Deshalb: Auch wenn das Fotomotiv noch so verlockend ist, sollte man sich selbst von den Leinen auch bei schönem Wetter und wenig Wind fernhalten. Das Risiko ist dann zwar gering, aber nicht gänzlich ausgeschlossen. Und für ein nettes Foto will man dann doch nicht gleich sein Leben riskieren. Oft ist dieser Bereich im Hafen ohnehin abgesperrt, vor allem auch aus diesem Grund.





Moin zusammen,
es hat mich schon überrascht zu hören dass sich in letzter Zeit solche Fälle häuften, oder war es nur der besondere mediale Fokus weil es Passagierschiffe waren? Kommt es vielleicht öfter vor, statistisch bedingt nur eher Frachter betreffend? Wenn festzustellen ist dass solche Fälle tatsächlich häufiger werden, mag es hier gar ein Symptom des Klimawandels sein? Muss man Anpassungen erwägen? Mehr Leinen, stärkere Leinen, verstärkte Poller?
Im Luftverkehr jedenfalls ist eine Zunahme an Vorfällen zu verzeichnen die mit Turbulenzen in Zusammenhang stehen. Dieses wird dem Klimawandel zugerechnet.

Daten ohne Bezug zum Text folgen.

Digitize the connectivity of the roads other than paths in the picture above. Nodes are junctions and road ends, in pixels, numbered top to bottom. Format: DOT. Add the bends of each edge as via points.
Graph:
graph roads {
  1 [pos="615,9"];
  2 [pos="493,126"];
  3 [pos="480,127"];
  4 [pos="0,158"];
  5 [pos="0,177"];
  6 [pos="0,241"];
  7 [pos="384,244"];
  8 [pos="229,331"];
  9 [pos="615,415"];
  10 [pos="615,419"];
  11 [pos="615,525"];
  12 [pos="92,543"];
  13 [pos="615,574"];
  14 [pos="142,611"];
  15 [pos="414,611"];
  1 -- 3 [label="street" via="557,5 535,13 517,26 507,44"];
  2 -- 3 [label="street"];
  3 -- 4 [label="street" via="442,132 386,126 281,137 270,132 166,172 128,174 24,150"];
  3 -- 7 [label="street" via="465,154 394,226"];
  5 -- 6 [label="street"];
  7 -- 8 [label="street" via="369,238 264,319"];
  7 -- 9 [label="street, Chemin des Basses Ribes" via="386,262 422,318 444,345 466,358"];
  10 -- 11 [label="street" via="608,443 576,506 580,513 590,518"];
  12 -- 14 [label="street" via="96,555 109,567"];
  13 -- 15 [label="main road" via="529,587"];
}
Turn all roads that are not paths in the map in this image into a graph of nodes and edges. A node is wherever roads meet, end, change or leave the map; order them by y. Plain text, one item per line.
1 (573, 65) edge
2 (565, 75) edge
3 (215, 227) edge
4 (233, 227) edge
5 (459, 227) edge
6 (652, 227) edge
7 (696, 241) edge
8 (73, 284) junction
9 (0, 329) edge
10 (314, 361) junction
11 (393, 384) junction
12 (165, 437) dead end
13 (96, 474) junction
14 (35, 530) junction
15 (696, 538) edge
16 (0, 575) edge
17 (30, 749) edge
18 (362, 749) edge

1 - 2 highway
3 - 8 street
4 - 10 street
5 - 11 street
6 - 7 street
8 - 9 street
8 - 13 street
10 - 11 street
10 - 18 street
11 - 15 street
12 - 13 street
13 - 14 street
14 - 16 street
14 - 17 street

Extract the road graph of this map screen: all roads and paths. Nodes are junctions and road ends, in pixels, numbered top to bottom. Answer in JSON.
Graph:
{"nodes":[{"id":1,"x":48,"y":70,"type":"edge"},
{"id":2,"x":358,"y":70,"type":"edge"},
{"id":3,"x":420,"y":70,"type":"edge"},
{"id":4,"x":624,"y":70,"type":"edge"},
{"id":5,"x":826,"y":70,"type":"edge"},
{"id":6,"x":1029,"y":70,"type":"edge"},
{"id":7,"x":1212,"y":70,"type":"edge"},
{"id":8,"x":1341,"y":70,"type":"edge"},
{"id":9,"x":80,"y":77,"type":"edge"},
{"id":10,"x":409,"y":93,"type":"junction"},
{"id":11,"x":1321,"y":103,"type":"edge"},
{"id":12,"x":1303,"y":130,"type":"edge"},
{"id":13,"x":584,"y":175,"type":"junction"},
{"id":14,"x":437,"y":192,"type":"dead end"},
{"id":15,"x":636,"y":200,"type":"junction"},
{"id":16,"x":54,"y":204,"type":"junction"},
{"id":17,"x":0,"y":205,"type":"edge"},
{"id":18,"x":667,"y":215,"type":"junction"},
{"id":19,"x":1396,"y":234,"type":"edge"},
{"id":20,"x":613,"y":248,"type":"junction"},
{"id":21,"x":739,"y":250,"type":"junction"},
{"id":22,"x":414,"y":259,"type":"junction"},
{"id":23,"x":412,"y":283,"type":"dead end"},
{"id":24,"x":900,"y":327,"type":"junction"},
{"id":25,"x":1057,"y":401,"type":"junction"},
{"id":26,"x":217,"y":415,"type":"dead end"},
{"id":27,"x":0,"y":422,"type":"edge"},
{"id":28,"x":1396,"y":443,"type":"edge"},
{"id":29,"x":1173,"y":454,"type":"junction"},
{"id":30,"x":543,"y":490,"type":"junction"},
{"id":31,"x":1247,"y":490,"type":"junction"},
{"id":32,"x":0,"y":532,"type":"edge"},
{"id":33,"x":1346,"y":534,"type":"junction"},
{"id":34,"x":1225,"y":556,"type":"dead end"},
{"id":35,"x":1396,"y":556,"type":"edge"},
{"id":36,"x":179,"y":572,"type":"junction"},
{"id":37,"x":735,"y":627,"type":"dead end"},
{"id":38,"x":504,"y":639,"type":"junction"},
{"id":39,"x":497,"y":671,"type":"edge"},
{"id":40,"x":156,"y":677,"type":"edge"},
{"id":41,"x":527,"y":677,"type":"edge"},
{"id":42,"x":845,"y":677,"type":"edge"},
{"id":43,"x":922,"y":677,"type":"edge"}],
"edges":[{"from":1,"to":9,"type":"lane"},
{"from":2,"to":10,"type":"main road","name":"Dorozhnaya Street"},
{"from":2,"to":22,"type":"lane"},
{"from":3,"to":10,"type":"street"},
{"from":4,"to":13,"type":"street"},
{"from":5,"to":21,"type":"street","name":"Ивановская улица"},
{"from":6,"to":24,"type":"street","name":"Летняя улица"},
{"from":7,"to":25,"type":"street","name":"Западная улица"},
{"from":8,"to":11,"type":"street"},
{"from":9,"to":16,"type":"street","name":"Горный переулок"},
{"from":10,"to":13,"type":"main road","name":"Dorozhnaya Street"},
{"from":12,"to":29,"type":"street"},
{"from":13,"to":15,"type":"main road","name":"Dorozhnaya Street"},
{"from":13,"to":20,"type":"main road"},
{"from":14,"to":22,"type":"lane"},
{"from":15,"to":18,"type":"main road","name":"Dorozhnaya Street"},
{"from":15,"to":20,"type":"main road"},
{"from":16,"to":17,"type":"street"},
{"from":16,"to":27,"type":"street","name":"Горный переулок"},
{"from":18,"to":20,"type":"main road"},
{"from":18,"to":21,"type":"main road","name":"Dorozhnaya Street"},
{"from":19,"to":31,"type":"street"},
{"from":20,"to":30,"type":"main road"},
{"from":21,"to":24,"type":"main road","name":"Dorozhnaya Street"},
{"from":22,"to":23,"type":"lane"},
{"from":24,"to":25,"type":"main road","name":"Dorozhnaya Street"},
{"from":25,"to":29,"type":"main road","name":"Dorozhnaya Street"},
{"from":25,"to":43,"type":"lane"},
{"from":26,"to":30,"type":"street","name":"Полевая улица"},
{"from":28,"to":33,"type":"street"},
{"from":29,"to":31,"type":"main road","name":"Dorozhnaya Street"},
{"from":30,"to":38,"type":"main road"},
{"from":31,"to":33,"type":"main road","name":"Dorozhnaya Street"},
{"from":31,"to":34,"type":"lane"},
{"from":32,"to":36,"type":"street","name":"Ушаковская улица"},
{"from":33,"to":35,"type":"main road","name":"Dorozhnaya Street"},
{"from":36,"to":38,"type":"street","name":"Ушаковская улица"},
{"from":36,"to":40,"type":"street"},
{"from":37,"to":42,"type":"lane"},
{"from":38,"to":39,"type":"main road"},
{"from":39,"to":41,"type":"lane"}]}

Das dynamische Foto, gern mit Weitwinkel, des angedockten Schiffs mit rotem Poller und fluchtpunktartig verlaufenden Leinen habe ich schon häufig geschossen und wenn ich zurückdenke dann konnte ich beinahe an jedem Hafen nahe an den Festmachpunkten vorbei laufen. Nur richtig schön bei blauem Himmel. Bei einer Windstärke von 100 km/h hätte ich vermutlich schon wegen „Unbequemlichkeit“ oder aus Sorge um meine Kamera von solchen Schnappschüssen abgesehen. Ich kann mich nur an eine einzige stürmische Einschiffung in Kopenhagen erinnern auf die Norwegian Star, wo später ein Abdocken nur mit Schleppern gelang, meine Fotolust damals hielt sich in Grenzen. Ein natürliches „Sicherheitsregulativ“ vielleicht.
@Volker: Ja, ehrlicherweise habe ich dieses Fotomotiv auch schon oft vor der Linse gehabt. Ich bin aber inzwischen deutlich vorsichtiger geworden und schaue mir die Situation sehr genau an. Sprich: Die Leine sollte – wenn ich da in die Nähe gehe – nicht super straff gespannt sein, es sollte kaum Wind wehen und es sollte auch kein Wetter sein, bei dem man eine plötzliche Böe befürchten würde. Nur meine ganz persönlichen Kriterien – bitte nicht als Ratschlag oder gar „Expertenmeinung“ deuten. Das Risiko muss wirklich jeder ganz für sich persönlich abschätzen. Für mich gilt aber immer mehr: Lieber mal auf das Motiv verzichten, als etwas riskieren.
@Volker
Nein, mit dem überstrapazierten linksgrünen Universalschreckgespenst Klimawandel hat das nichts zu tun, sondern mit der Gigantonomie im Kreuzfahrtschiffsbau.
Die riesigen Seitenflächen bieten dem Wind eine gewaltige Angriffsfläche. Der Vorfall mit dem Poller bei der Epic zeigt auch, dass die Häfen dieser rasanten Entwicklung noch etwas hinterher hinken.
@Volker
Zum einen haben Starke winde in den letzten Jahren zugenommen zum anderen sind die Schiffe in den Letzen jahren auch immer größer geworden. Allerdings trifft es auch große Frachtschiffe das sie von zeit zu zeit von der Pier aufgrund gebrochener Festmacher abklappen. Hier vor allem die Hochbordigen Autofrachter. Natürlich ist der Mediale FGokus dabei ehjer auf den Pax Linern als bei Frachtschiffen.